Giles Deleuze was a staunch anti-capitalist, openly antagonistic towards markets (according to)? He drew his theories of surplus from Marxist literature, as well as his theories of mechanical production. 

Felix Guattari was a self described communist who remained active in several organizations throughout his life, including those inspired by Maoism. France, during Deleuze’s time, had long abandoned Proudhonian thought — and yet the similarities between Deleuze and Proudhon are remarkable in several areas previously unexplored by the left. It’s worth a mention though; our project’s goal is not to be the most accurate to Deleuze or to Proudhon (how imaginative would that be)? 

There are criticisms that can and should be made of both of these thinkers — but by using their thought in new and different ways, we can create a resistance previously unexplored by the anti-capitalist majority, and one we believe has real and tangible emancipatory potential.

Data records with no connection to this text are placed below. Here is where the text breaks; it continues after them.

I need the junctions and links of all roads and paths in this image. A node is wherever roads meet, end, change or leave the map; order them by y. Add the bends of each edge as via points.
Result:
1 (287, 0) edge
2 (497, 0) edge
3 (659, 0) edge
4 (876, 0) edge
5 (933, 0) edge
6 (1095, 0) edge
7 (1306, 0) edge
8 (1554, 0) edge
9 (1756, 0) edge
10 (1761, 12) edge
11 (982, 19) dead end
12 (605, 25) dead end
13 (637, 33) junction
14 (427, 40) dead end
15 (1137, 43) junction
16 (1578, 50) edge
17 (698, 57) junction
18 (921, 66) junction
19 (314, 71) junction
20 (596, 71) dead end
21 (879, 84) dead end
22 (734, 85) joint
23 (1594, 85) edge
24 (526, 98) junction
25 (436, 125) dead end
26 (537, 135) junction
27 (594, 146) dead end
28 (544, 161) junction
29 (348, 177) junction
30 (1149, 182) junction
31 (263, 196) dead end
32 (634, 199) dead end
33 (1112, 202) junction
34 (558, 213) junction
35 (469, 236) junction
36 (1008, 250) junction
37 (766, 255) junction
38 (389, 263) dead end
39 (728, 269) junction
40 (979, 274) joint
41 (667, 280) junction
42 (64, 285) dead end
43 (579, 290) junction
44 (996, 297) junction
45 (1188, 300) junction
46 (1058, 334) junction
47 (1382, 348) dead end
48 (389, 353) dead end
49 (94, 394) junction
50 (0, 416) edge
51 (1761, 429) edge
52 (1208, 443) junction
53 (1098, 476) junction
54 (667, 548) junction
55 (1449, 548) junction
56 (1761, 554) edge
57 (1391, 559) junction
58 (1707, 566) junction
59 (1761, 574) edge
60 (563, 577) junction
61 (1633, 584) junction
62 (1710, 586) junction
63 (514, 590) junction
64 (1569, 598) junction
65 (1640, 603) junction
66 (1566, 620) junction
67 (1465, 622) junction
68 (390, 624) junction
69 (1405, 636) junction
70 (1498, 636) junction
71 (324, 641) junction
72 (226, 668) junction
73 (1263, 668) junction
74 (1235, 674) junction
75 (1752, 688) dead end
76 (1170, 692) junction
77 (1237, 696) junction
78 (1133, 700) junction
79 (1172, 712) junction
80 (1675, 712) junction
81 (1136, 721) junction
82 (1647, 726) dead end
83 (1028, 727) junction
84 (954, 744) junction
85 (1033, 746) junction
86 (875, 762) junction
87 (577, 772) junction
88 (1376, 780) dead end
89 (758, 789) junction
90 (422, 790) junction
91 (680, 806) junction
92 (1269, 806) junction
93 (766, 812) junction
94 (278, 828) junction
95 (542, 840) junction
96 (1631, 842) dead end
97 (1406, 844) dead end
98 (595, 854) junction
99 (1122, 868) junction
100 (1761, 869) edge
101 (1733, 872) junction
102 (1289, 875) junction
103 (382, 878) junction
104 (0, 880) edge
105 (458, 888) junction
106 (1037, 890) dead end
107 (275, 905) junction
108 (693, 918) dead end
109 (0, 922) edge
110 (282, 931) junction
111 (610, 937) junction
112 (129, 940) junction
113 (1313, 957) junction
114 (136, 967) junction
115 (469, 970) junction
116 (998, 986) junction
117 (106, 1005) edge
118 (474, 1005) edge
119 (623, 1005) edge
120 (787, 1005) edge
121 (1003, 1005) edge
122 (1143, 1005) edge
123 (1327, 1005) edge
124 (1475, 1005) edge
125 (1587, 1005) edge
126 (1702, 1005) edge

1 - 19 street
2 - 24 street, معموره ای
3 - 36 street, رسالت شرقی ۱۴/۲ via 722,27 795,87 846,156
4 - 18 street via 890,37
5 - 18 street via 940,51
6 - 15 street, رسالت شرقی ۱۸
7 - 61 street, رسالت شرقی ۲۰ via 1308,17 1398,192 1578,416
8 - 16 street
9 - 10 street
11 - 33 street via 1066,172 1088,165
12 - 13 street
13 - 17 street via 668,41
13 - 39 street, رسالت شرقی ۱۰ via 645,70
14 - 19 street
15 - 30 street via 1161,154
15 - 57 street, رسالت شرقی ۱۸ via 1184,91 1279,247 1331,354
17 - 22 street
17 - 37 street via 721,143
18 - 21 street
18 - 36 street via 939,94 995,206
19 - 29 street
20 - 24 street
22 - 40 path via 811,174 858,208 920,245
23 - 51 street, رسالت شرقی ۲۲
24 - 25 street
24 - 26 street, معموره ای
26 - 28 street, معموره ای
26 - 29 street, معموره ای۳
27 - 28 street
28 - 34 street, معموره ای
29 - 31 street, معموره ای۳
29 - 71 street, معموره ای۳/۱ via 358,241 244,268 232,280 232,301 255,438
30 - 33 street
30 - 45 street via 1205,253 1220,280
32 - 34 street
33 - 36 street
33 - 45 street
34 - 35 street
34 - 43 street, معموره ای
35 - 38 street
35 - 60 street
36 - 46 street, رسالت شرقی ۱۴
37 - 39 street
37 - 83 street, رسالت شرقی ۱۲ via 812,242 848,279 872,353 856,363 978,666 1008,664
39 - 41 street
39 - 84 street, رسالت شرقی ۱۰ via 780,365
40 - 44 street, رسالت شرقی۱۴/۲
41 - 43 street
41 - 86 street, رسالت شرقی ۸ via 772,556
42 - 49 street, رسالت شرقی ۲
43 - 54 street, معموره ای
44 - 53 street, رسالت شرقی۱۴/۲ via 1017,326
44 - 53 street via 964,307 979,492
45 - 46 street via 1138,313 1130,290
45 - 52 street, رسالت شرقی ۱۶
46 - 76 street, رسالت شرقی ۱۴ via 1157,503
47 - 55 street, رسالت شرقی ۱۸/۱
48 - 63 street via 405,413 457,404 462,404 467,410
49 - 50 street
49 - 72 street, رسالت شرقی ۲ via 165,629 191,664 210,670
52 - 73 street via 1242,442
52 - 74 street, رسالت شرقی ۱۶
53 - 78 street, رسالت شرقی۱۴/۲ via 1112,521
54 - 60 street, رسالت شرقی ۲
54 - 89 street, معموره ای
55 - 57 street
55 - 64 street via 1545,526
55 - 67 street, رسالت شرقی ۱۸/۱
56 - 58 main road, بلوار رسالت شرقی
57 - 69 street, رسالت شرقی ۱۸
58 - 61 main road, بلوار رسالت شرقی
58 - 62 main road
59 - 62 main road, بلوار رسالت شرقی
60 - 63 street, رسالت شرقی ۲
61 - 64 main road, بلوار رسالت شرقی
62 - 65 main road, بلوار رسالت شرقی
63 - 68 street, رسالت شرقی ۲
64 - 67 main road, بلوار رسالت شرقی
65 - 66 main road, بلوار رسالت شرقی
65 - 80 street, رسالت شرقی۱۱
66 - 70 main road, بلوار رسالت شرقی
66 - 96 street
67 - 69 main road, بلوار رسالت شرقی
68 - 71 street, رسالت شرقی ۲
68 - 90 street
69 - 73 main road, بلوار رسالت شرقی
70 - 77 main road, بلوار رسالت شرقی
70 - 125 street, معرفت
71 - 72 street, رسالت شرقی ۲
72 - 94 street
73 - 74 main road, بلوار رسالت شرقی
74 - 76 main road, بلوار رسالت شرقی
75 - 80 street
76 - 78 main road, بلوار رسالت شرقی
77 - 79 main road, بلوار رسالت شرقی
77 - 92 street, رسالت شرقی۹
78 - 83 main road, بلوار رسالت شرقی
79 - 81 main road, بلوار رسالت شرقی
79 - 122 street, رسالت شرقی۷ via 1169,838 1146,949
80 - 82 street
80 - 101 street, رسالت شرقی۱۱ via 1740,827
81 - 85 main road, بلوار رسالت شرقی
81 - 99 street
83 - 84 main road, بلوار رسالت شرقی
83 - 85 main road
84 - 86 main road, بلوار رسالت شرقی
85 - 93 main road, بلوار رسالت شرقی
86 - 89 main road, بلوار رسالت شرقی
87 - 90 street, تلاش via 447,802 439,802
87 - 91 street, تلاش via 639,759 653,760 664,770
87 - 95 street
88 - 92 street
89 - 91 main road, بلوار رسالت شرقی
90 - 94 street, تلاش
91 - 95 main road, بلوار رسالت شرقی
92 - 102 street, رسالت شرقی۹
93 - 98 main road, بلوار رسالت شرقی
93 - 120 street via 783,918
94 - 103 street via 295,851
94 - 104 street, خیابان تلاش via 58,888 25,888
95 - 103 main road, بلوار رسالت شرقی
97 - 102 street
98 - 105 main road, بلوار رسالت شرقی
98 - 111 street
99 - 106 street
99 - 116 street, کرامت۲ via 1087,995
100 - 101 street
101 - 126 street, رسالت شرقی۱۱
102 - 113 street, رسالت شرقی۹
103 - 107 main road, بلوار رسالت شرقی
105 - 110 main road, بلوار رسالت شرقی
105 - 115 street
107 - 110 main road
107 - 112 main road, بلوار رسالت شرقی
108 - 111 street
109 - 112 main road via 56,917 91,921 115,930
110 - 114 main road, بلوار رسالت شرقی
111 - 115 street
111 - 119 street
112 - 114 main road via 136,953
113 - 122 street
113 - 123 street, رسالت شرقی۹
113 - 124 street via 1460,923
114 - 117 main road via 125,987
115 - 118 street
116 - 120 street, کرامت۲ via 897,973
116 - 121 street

Upon further inspection, economic authority as the fundamental reterritorializing force of capital, progress being the affirmation of movement (as opposed to negation of falsehood) etc. serve as points of similarity between Deleuze and Guattari and the mutualist realm of thought. Throughout market anarchy’s history, accusations of capitalism have always been thrown out by leftists as a quick debunk of the school.

Through this chapter, beyond existing economic reality, we will explore PJ Proudhon and Gilles Deleuze, establishing a new form of accelerated “capitalism” separate from its pessimistic Landian cousin of Dark Mutualism. Finding concepts of liberation central to Deleuzian creativity, the maximization of agency begins now. The freer the market, the more ravenous the cannibal.

I: Deleuze, Marx and Proudhon See more here

(from reddit):

"Karl Marx was influenced by PJ Proudhon in the sense of an intellectual challenge and rival theorist. They both held their own philosophies and sociological studies. The Poverty of Philosophy tends to be a polemical hit piece that instead of engaging with Proudhon’s words, makes up arguments about what Marx thinks Proudhon believes and proceeds to tear that image apart. Funnily enough in Proudhon’s copy of Poverty of Philosophy he left annotations where he is frustrated by Marx making up ideals he never wrote, as well as noticing that Marx held in some instances the very same views of Proudhon, yet seemingly thought that it’s not what Proudhon thinks. 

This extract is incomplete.